Chine : quelles opportunités pour les investisseurs, malgré les déséquilibres financiers ?

La réorientation de la croissance chinoise est bienvenue. Toutefois, des déséquilibres financiers persistent. Il reste des opportunités, du côté du marché obligataire. par Stéphanie de Torquat, Lombard Odier

L'une des principales préoccupations des investisseurs en ce début d'année 2014 est le ralentissement de la croissance chinoise. Force est de constater que la croissance globale aura tendance à baisser, mais nous considérons qu'il s'agit là d'une évolution bienvenue et attendue depuis longtemps.

La question fondamentale, selon nous, est plutôt de savoir si le pays réussira sa transition vers une croissance de meilleure qualité, et la réponse soulève deux interrogations: la Chine veut-elle vraiment passer d'une croissance tirée par les investissements à une croissance basée sur la consommation ? Quels sont les obstacles et empêcheront-ils cette transition de se produire ?

Le point de départ d'une nouvelle tendance?

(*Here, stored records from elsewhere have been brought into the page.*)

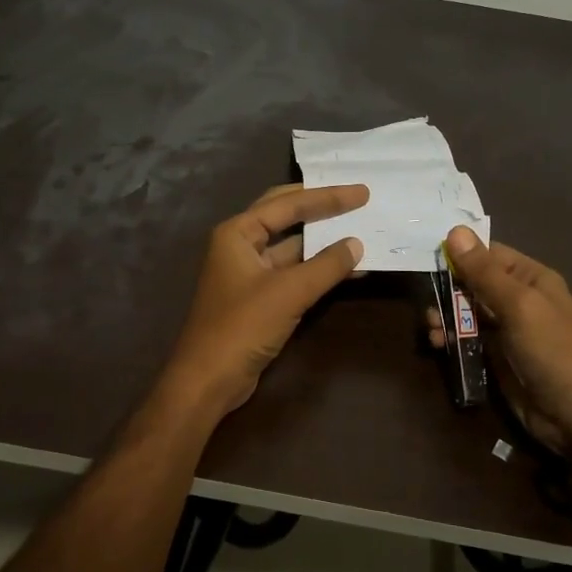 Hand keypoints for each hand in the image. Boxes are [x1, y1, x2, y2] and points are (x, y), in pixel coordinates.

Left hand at [162, 184, 368, 414]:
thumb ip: (326, 265)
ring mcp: (249, 273)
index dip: (327, 196)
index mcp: (237, 233)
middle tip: (358, 200)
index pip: (287, 203)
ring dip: (323, 241)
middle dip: (322, 209)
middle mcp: (240, 246)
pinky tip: (348, 269)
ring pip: (292, 247)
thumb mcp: (288, 292)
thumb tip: (357, 244)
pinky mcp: (259, 298)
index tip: (362, 192)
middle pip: (286, 217)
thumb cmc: (242, 327)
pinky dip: (318, 268)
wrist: (209, 380)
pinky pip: (293, 273)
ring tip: (361, 231)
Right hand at [429, 227, 571, 455]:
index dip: (459, 255)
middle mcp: (518, 300)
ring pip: (465, 312)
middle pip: (472, 283)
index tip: (428, 258)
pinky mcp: (495, 358)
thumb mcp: (518, 305)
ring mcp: (506, 330)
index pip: (488, 255)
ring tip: (432, 328)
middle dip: (447, 290)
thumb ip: (483, 272)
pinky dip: (450, 338)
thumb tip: (455, 231)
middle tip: (428, 302)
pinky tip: (438, 344)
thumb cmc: (552, 349)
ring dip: (445, 316)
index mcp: (530, 278)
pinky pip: (467, 339)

Concernant la première question, les derniers faits observés semblent plaider pour une réponse positive. Alors que, jusqu'en 2007, la croissance du pays reposait majoritairement sur les investissements, les exportations et une balance courante toujours plus excédentaire - finançant à son tour les déficits américains -, la tendance s'est inversée : les excédents extérieurs ont été divisés par plus de quatre en 5 ans, passant de 10,1 % du PIB en 2007 à 2,4 % en 2012 (graphique du haut). Suite à ces corrections extérieures, nous anticipons à présent, logiquement, des corrections intérieures. En effet, la consommation des ménages chinois ne représente que 37 % du PIB, soit 31 % de moins qu'aux Etats-Unis.

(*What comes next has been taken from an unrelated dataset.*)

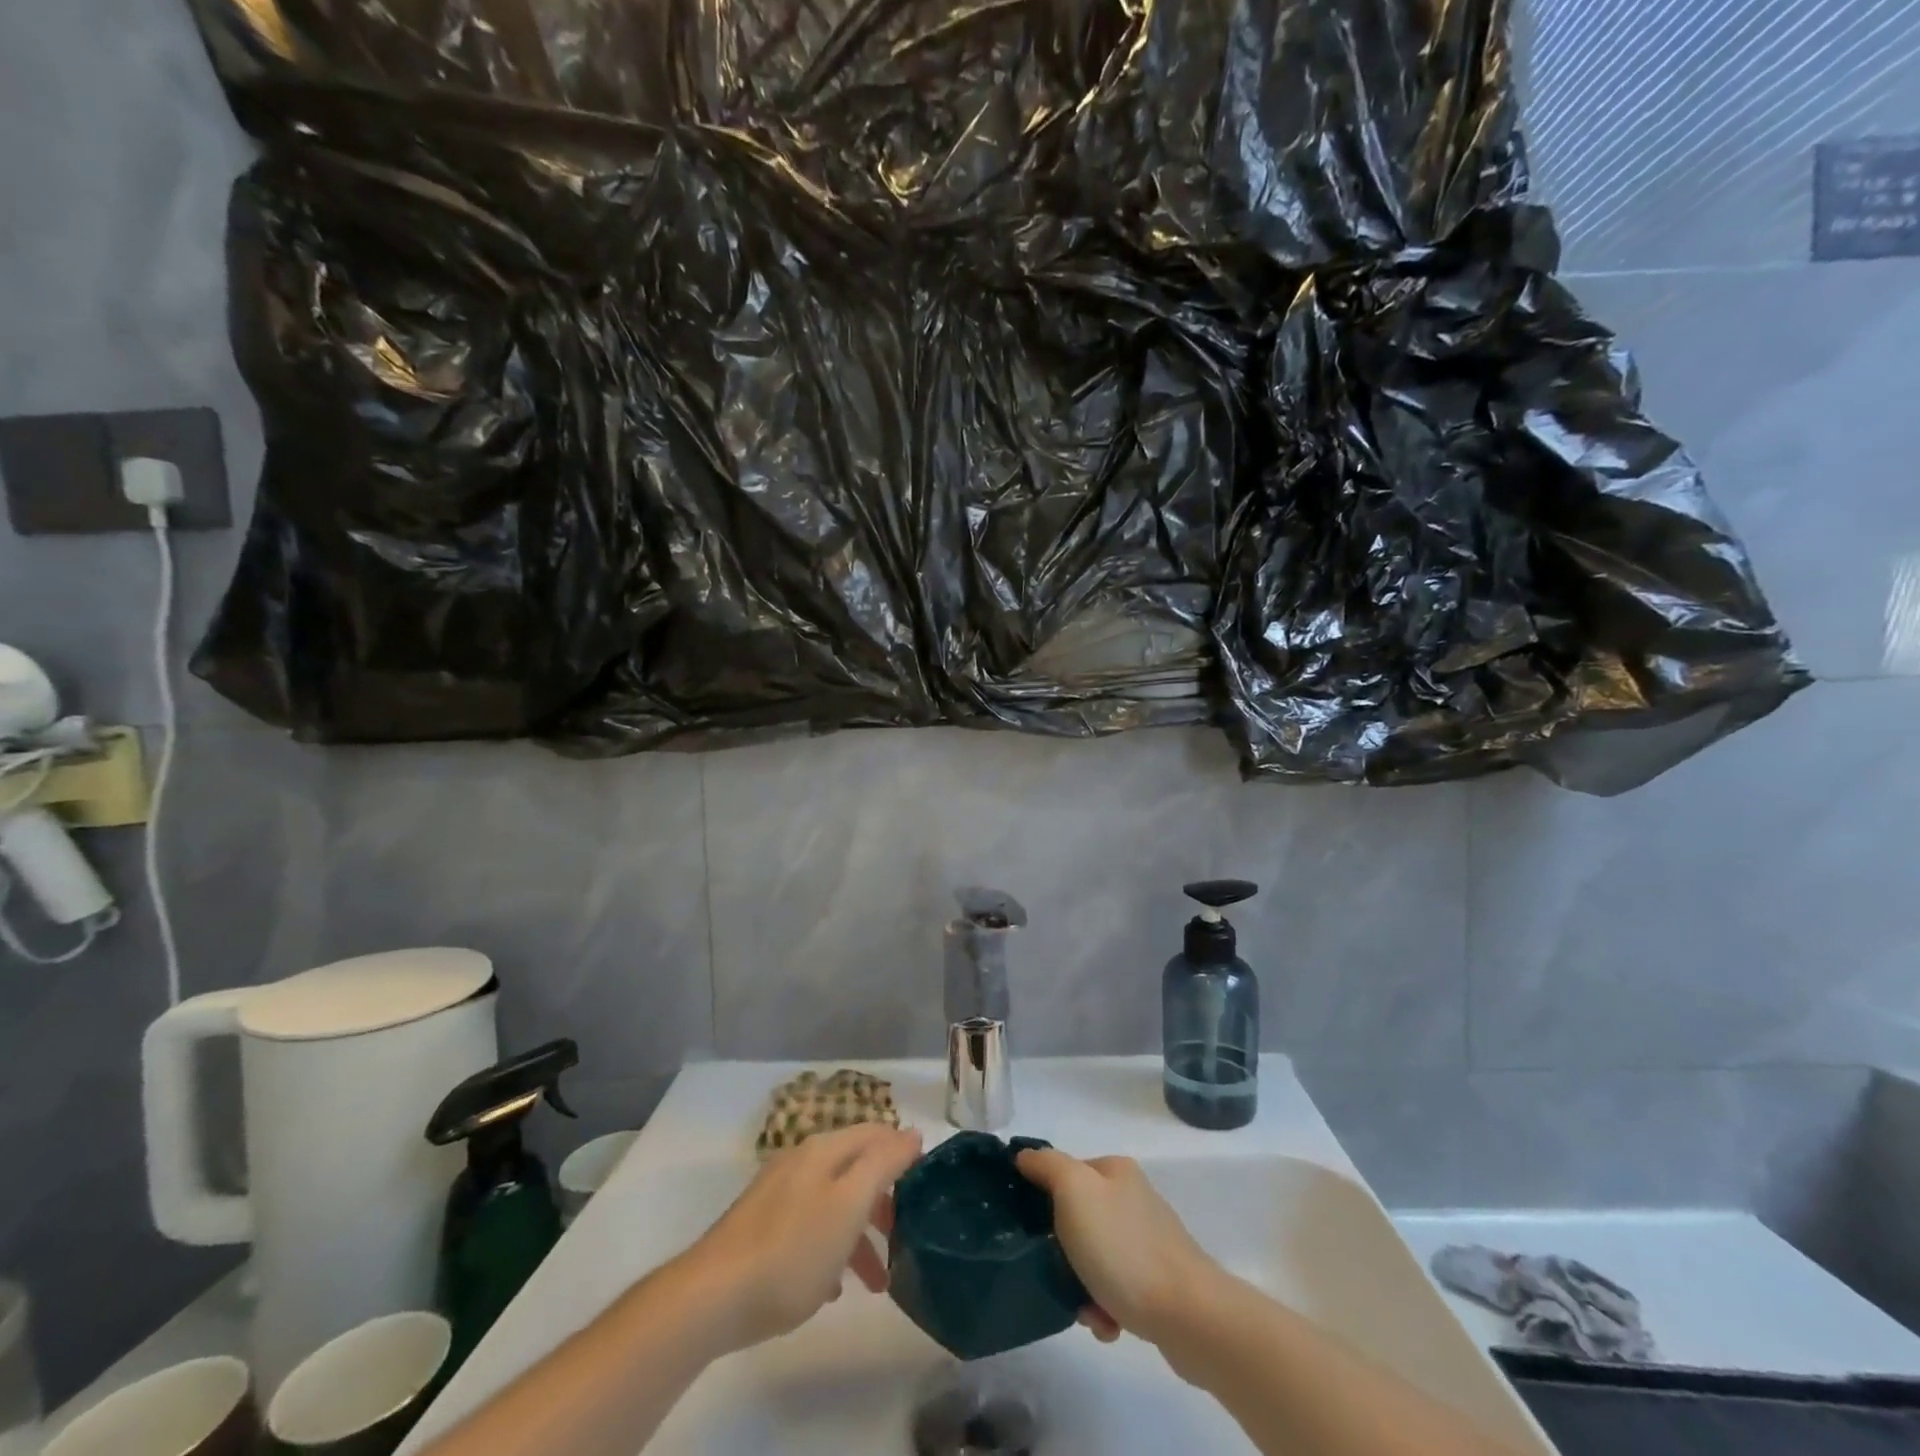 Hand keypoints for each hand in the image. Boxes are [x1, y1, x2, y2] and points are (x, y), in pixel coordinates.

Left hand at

Cela pourrait être le point de départ d'une nouvelle tendance, même si l'évolution est lente. Tandis que, l'année dernière, le programme de réforme accordait plus d'importance à la consommation intérieure (p. ex. le souhait de l'administration d'accroître l'urbanisation et d'améliorer le droit de propriété), la nature des investissements en capital fixe, bien que toujours très élevés à 47 % du PIB en 2012, semble aussi évoluer: en 2012, la croissance des investissements dans le secteur tertiaire (services) a surpassé celle du secteur secondaire et la tendance semble se confirmer en 2013.

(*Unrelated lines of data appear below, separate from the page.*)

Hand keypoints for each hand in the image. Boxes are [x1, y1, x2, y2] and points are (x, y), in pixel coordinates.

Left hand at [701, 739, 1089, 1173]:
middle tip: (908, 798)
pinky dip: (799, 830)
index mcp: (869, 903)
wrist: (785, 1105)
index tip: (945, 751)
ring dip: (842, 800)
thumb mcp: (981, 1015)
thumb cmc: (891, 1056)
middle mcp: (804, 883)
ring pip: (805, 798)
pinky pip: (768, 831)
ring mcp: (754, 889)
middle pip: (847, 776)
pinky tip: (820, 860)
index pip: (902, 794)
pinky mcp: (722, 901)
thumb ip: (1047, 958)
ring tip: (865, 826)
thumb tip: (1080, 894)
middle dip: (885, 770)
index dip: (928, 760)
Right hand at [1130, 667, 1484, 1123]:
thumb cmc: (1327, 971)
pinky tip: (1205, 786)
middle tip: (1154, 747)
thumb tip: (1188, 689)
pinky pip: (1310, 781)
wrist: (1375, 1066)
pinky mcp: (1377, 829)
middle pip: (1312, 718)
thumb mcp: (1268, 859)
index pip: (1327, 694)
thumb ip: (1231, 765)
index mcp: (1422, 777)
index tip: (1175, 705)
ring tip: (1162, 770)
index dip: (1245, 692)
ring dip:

La Banque centrale réduit son bilan

De plus, la banque centrale chinoise (PBoC) a nettement réduit la taille de son bilan - passant d'un pic de 68 % du PIB en 2009 à 56% aujourd'hui -, durcissant efficacement sa politique monétaire et permettant au yuan (CNY) de s'apprécier (graphique du milieu) malgré une croissance en baisse, une inflation modérée et d'importantes pertes de compétitivité. Le fait que la Chine ait abandonné sa « vieille » habitude de doper la croissance par des dévaluations est probablement la meilleure preuve de sa disposition à contribuer au rééquilibrage de l'économie mondiale.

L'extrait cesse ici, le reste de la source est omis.